§ Your instructions:
Among the entries that follow, count the lines that contain the word "homo" and say how many there are, writing nothing else.
** Opening Data provided block **
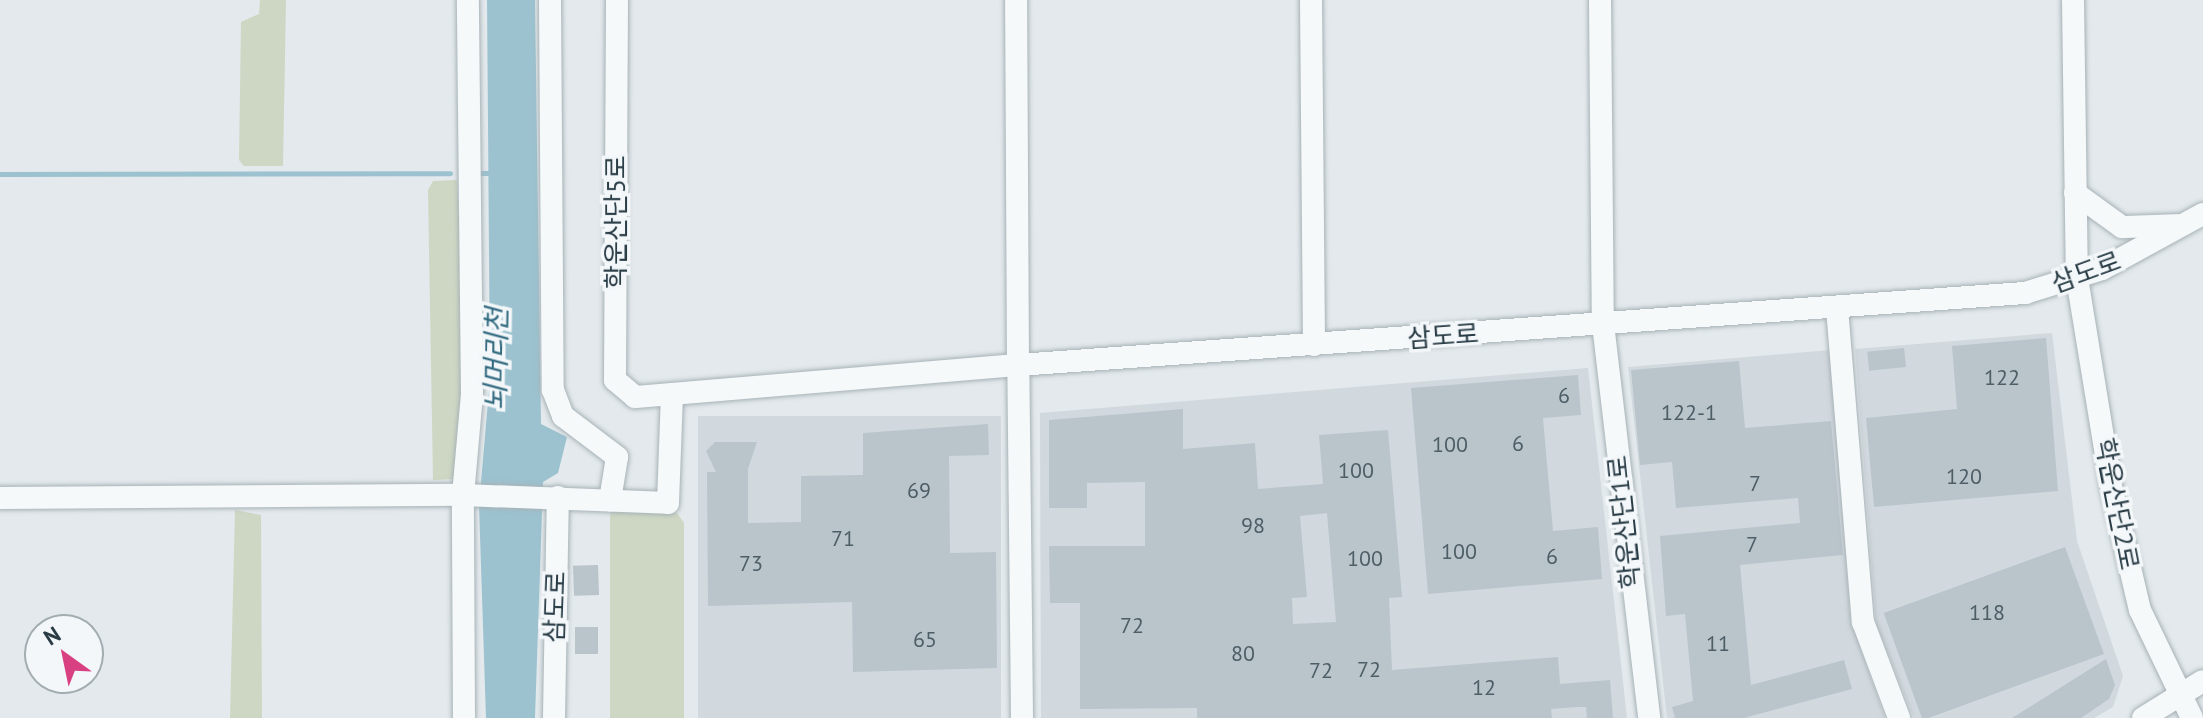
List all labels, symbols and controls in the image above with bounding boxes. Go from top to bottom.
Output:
street label: 학운산단5로 [600,155,632,289]
street label: 삼도로 [2047,245,2125,299]
water label: 뇌머리천 [478,307,514,411]
street label: 삼도로 [1406,318,1480,354]
house number: 122 [1984,365,2020,391]
house number: 6 [1558,383,1570,409]
house number: 122-1 [1661,400,1717,426]
house number: 6 [1512,431,1524,457]
house number: 100 [1432,432,1468,458]
street label: 학운산단2로 [2089,435,2145,573]
street label: 학운산단1로 [1601,454,1647,590]
house number: 100 [1338,458,1374,484]
house number: 120 [1946,464,1982,490]
house number: 7 [1749,471,1761,497]
house number: 69 [907,478,931,504]
house number: 98 [1241,513,1265,539]
house number: 71 [831,526,855,552]
house number: 7 [1746,532,1758,558]
house number: 100 [1441,539,1477,565]
house number: 6 [1546,544,1558,570]
house number: 100 [1347,546,1383,572]
house number: 73 [739,551,763,577]
street label: 삼도로 [538,571,572,643]
house number: 118 [1969,600,2005,626]
house number: 72 [1120,613,1144,639]
north arrow [24,614,104,694]
text: N [38,620,66,651]
house number: 65 [913,627,937,653]
house number: 11 [1706,631,1730,657]
house number: 80 [1231,641,1255,667]
house number: 72 [1357,657,1381,683]
house number: 72 [1309,658,1333,684]
house number: 12 [1472,675,1496,701]

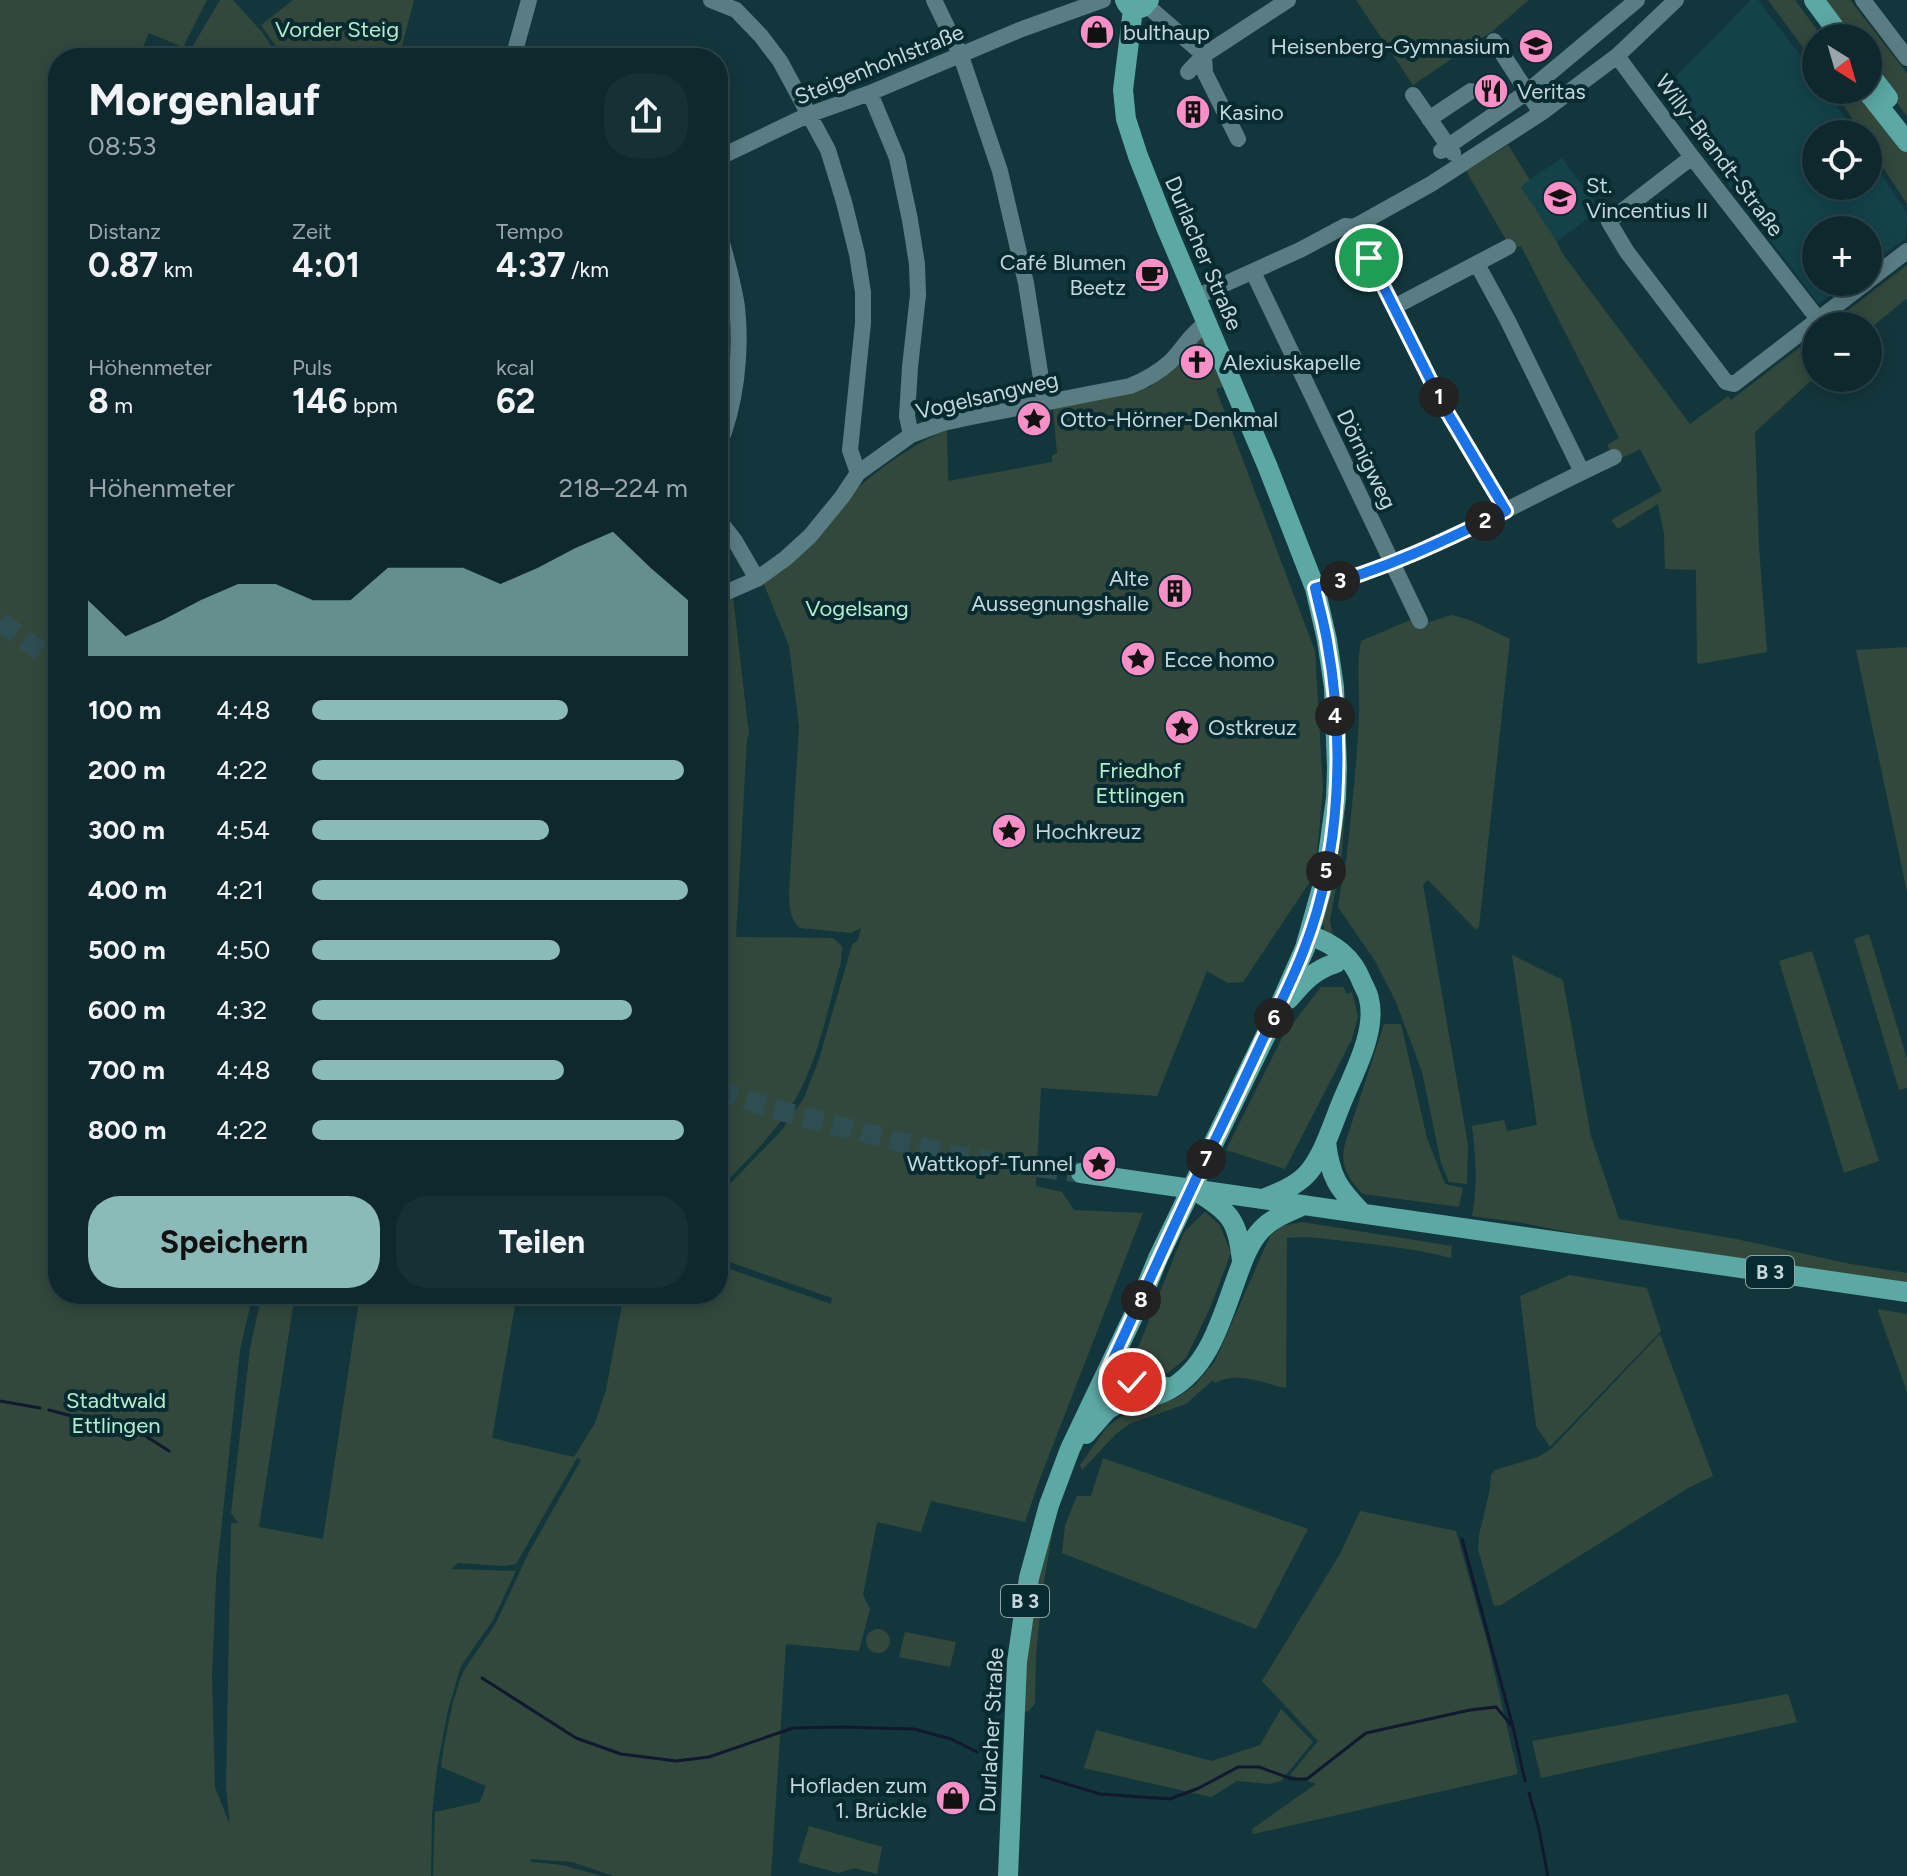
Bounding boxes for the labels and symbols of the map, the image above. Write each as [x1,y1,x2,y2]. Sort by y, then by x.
shop icon: bulthaup [1078,13,1116,51]
park label: Vorder Steig [275,16,399,43]
street label: Steigenhohlstraße [791,18,968,111]
place label: bulthaup [1123,19,1210,46]
north arrow [1802,24,1882,104]
school or university icon: Heisenberg-Gymnasium [1517,27,1555,65]
place label: Heisenberg-Gymnasium [1271,33,1510,60]
street label: Willy-Brandt-Straße [1650,69,1789,242]
restaurant icon: Veritas [1472,72,1510,110]
place label: Veritas [1517,78,1586,105]
building icon: Kasino [1174,93,1212,131]
place label: Kasino [1219,99,1284,126]
street label: Durlacher Straße [1159,172,1248,334]
place label: St. Vincentius II [1586,172,1708,224]
school or university icon: St. Vincentius II [1541,179,1579,217]
pin [1335,224,1403,292]
place label: Café Blumen Beetz [1000,249,1126,301]
cafe icon: Café Blumen Beetz [1133,256,1171,294]
church icon: Alexiuskapelle [1178,343,1216,381]
place label: Alexiuskapelle [1223,349,1361,376]
street label: Vogelsangweg [913,366,1061,425]
pin: 1 [1419,377,1459,417]
place icon: Otto-Hörner-Denkmal [1015,400,1053,438]
street label: Dörnigweg [1331,405,1402,513]
place label: Otto-Hörner-Denkmal [1060,406,1278,433]
pin: 2 [1465,501,1505,541]
pin: 3 [1320,561,1360,601]
place label: Alte Aussegnungshalle [971,565,1149,617]
building icon: Alte Aussegnungshalle [1156,572,1194,610]
park label: Vogelsang [805,595,909,622]
place icon: Ecce homo [1119,640,1157,678]
place label: Ecce homo [1164,646,1275,673]
pin: 4 [1315,696,1355,736]
place icon: Ostkreuz [1163,708,1201,746]
place label: Ostkreuz [1208,714,1297,741]
park label: Friedhof Ettlingen [1095,757,1185,809]
place icon: Hochkreuz [990,812,1028,850]
place label: Hochkreuz [1035,818,1142,845]
pin: 5 [1306,851,1346,891]
pin: 6 [1254,998,1294,1038]
pin: 7 [1186,1139,1226,1179]
place icon: Wattkopf-Tunnel [1080,1144,1118,1182]
place label: Wattkopf-Tunnel [907,1150,1073,1177]
road number: B 3 [1746,1256,1794,1288]
pin: 8 [1121,1280,1161,1320]
pin [1098,1348,1166,1416]
park label: Stadtwald Ettlingen [66,1387,166,1439]
road number: B 3 [1001,1585,1049,1617]
street label: Durlacher Straße [974,1647,1009,1813]
place label: Hofladen zum 1. Brückle [789,1772,927,1824]
shop icon: Hofladen zum 1. Brückle [934,1779,972,1817]

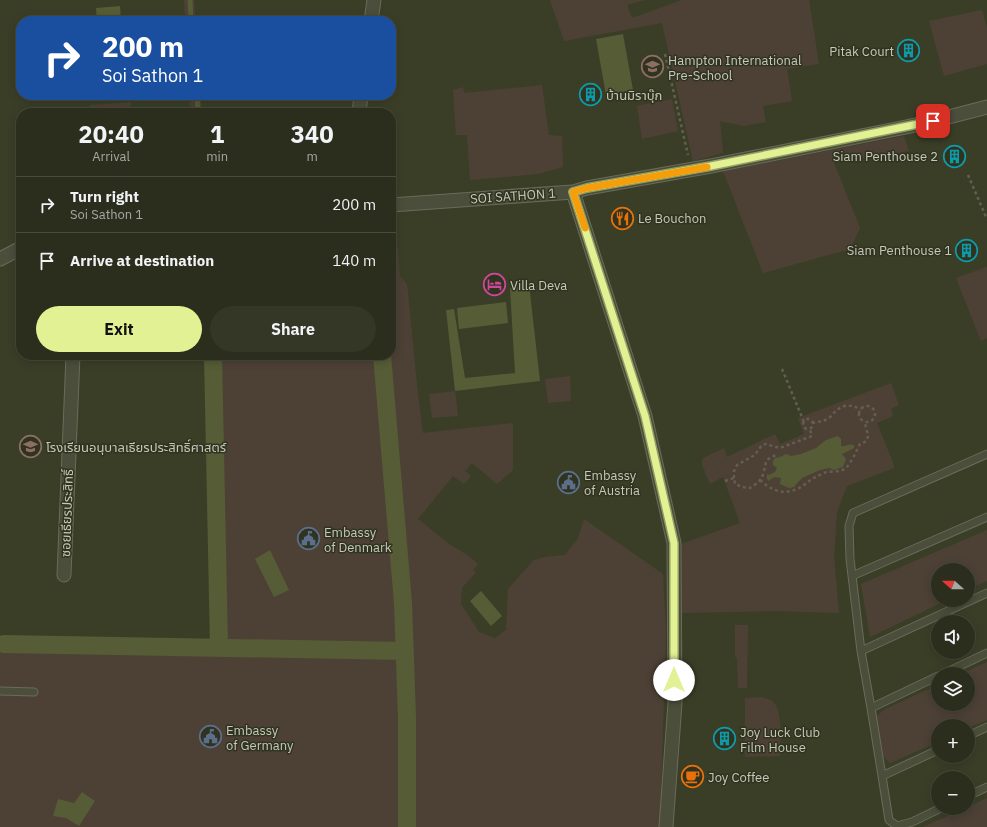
** Closing Data provided block **
§ Your response:
2